Meu celular ficou ligado, se qualquer um de vocês ligasse eu estaria onde fosse, de pronto. Mas só se fosse necessário, só se me ligassem. Até então não, eu preferia tratar direto com o mar."



"Da porta o rosto saltando o caixão de mogno escurecido. Avançou lento se surpreendendo a cada passo com a própria saudade que crescia dentro de si feito um bicho faminto. Caminhou lento querendo se possível pular por sobre ela a fim de impedir que ela se fosse, para impedir que o tempo passasse ou, ao menos – ele pedia dentro de si – para que o tempo fosse generoso, que fosse a despedindo do mundo em câmera lenta. Ele chegou ao seu lado. O olhar fixo e marejado no queixo da amiga semi-cicatrizado, com escoriações a mostra, com aquela maquiagem que a fazia parecer mais cheia do que realmente estava. Ele ali contemplando o rosto dela, a sua ousadia, a sua dor, a sua incompreensão, ele olhando a noite naquela estrela adormecida, ainda mais linda e a cada segundo mais fria. Esticou as mãos e entre elas comprimiu as dela. Ele ali tentando lhe dar vida. Ele vendo dela a poesia que ele nunca acreditou acontecendo plenamente, bailando delirante dentro do ar preso na atmosfera."

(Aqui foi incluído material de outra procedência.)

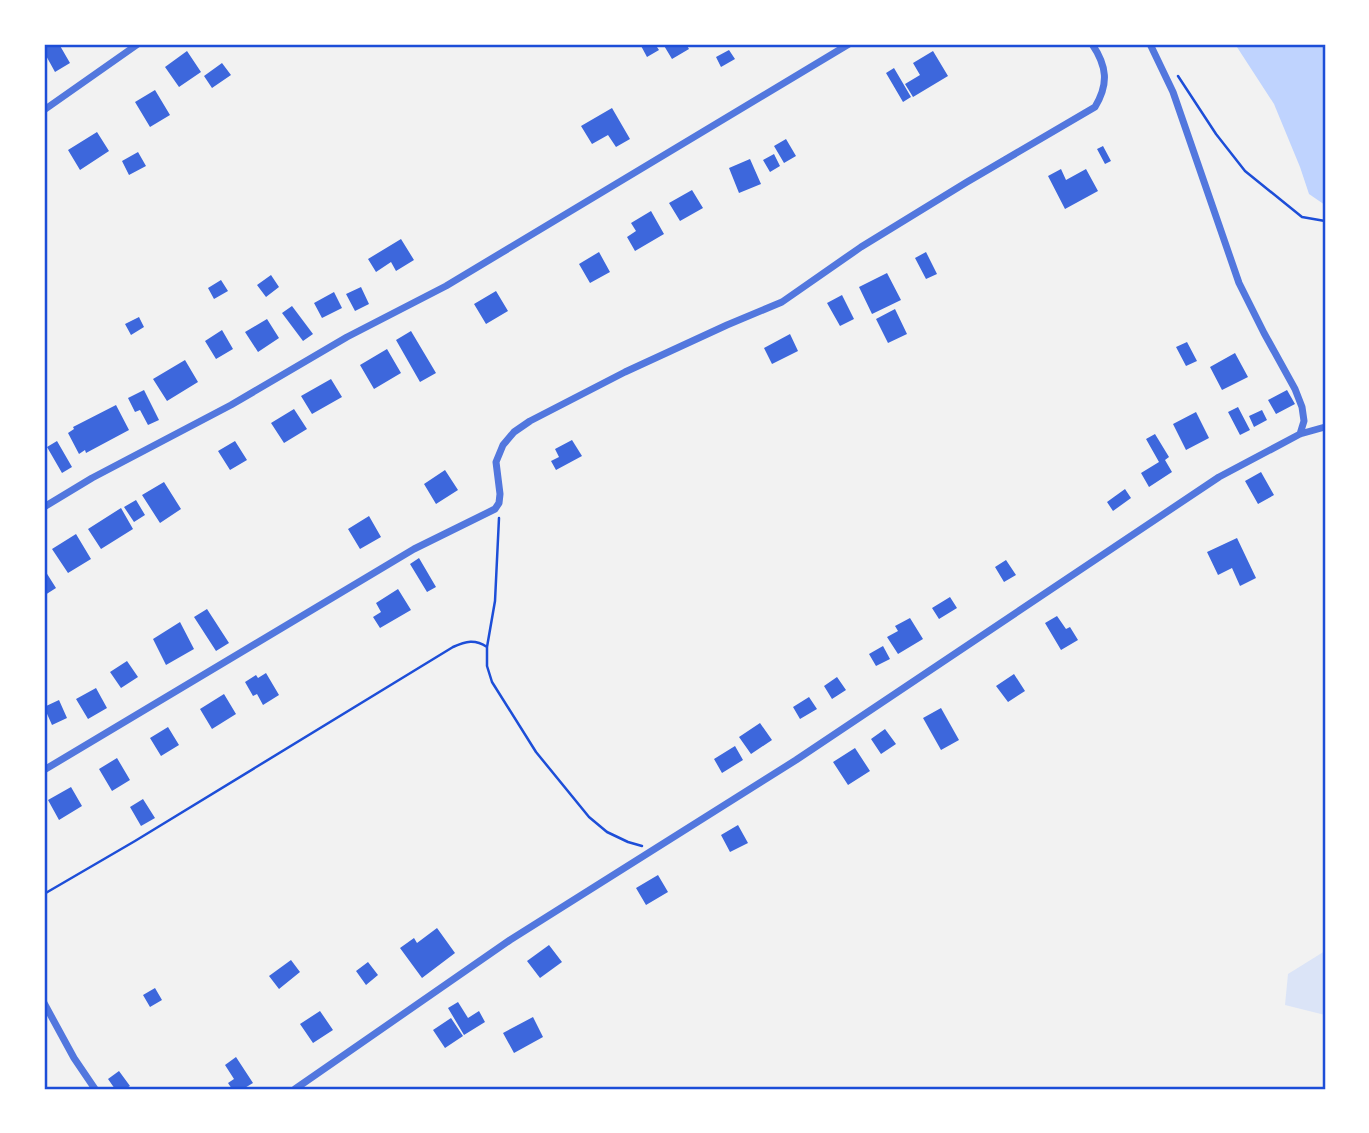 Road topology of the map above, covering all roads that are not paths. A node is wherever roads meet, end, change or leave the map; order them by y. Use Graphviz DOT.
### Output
graph roads {
  1 [pos="138,44"];
  2 [pos="849,44"];
  3 [pos="1092,44"];
  4 [pos="1150,44"];
  5 [pos="44,110"];
  6 [pos="1325,427"];
  7 [pos="1300,434"];
  8 [pos="44,507"];
  9 [pos="44,770"];
  10 [pos="44,1003"];
  11 [pos="95,1089"];
  12 [pos="295,1089"];
  1 -- 5 [label="street"];
  2 -- 8 [label="street"];
  3 -- 9 [label="street"];
  4 -- 7 [label="street"];
  6 -- 7 [label="street"];
  7 -- 12 [label="street"];
  10 -- 11 [label="street"];
}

Pensando que tudo aquilo que a gente acha que é o fim é só o começo. e isso é o mais assustador. o começo de alguma coisa que começou com um fim, que pode ser um fim se repetindo para sempre, lembrando a todo segundo ao que veio. mas pode ser também um terreno absolutamente desconhecido. algo que acontece depois do ponto final das coisas. algo que nunca, nunca vimos, e é desconhecido por todos os sistemas.